Scan the entries for the word "image", and copy every line where it appears.

-- DATA RECORDS follows --

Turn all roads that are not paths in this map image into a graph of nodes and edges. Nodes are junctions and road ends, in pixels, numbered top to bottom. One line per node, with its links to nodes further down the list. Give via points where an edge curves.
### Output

-- DATA RECORDS concluded --
-- DATA RECORDS follows --

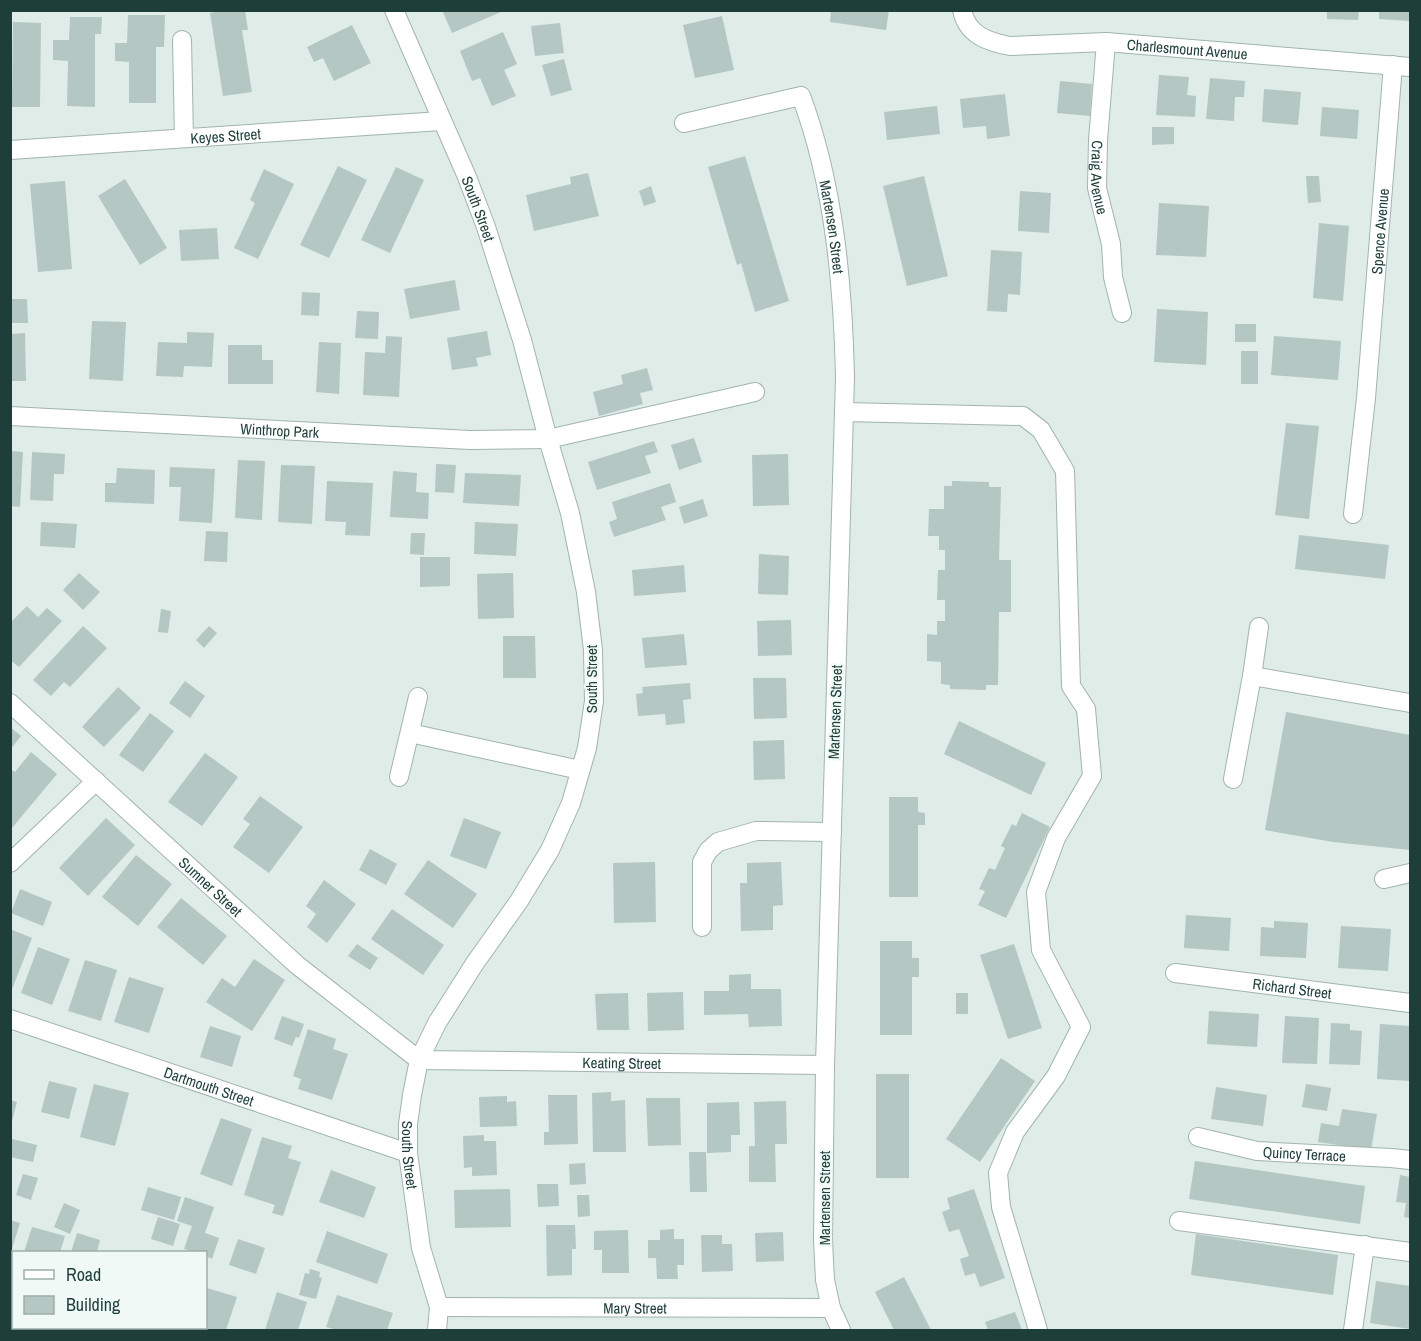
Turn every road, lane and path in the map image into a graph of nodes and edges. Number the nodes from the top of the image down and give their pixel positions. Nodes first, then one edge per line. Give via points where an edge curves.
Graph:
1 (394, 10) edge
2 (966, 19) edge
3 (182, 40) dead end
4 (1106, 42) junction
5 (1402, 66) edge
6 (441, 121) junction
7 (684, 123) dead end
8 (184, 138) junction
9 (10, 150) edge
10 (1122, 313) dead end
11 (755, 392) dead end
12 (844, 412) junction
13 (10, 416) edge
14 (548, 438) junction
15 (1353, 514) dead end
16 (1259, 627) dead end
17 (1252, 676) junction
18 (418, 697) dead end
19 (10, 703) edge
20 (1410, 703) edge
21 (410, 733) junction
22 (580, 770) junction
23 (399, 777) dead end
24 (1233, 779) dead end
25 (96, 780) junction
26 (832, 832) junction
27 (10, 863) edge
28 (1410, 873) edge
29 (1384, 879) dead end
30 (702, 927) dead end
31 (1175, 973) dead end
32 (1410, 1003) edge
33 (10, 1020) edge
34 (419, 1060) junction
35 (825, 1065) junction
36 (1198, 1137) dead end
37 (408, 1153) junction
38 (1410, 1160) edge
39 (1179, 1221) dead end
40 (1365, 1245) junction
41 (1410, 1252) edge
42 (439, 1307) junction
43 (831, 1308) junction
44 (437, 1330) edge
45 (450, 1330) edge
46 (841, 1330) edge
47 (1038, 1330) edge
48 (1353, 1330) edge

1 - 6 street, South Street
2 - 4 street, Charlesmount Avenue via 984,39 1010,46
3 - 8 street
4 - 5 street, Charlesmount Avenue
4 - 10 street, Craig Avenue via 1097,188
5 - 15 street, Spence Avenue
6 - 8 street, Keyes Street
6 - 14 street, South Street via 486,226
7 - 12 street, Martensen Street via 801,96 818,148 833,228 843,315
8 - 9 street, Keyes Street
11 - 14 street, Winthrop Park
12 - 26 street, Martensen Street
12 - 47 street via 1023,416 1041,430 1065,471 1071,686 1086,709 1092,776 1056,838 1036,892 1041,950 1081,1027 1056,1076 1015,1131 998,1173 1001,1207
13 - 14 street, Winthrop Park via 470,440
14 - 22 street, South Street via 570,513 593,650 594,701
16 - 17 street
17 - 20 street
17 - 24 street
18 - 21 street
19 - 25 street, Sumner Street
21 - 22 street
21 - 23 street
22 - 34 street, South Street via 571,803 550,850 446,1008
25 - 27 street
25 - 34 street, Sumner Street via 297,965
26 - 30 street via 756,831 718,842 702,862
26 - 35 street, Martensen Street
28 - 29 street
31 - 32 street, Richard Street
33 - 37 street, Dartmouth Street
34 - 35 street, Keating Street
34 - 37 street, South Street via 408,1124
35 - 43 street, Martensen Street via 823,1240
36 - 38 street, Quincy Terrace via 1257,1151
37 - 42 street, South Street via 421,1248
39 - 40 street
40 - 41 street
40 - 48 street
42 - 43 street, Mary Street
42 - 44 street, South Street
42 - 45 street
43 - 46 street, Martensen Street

-- DATA RECORDS concluded --

▶ EXERCISE ANSWER
Turn all roads that are not paths in this map image into a graph of nodes and edges. Nodes are junctions and road ends, in pixels, numbered top to bottom. One line per node, with its links to nodes further down the list. Give via points where an edge curves.
Turn every road, lane and path in the map image into a graph of nodes and edges. Number the nodes from the top of the image down and give their pixel positions. Nodes first, then one edge per line. Give via points where an edge curves.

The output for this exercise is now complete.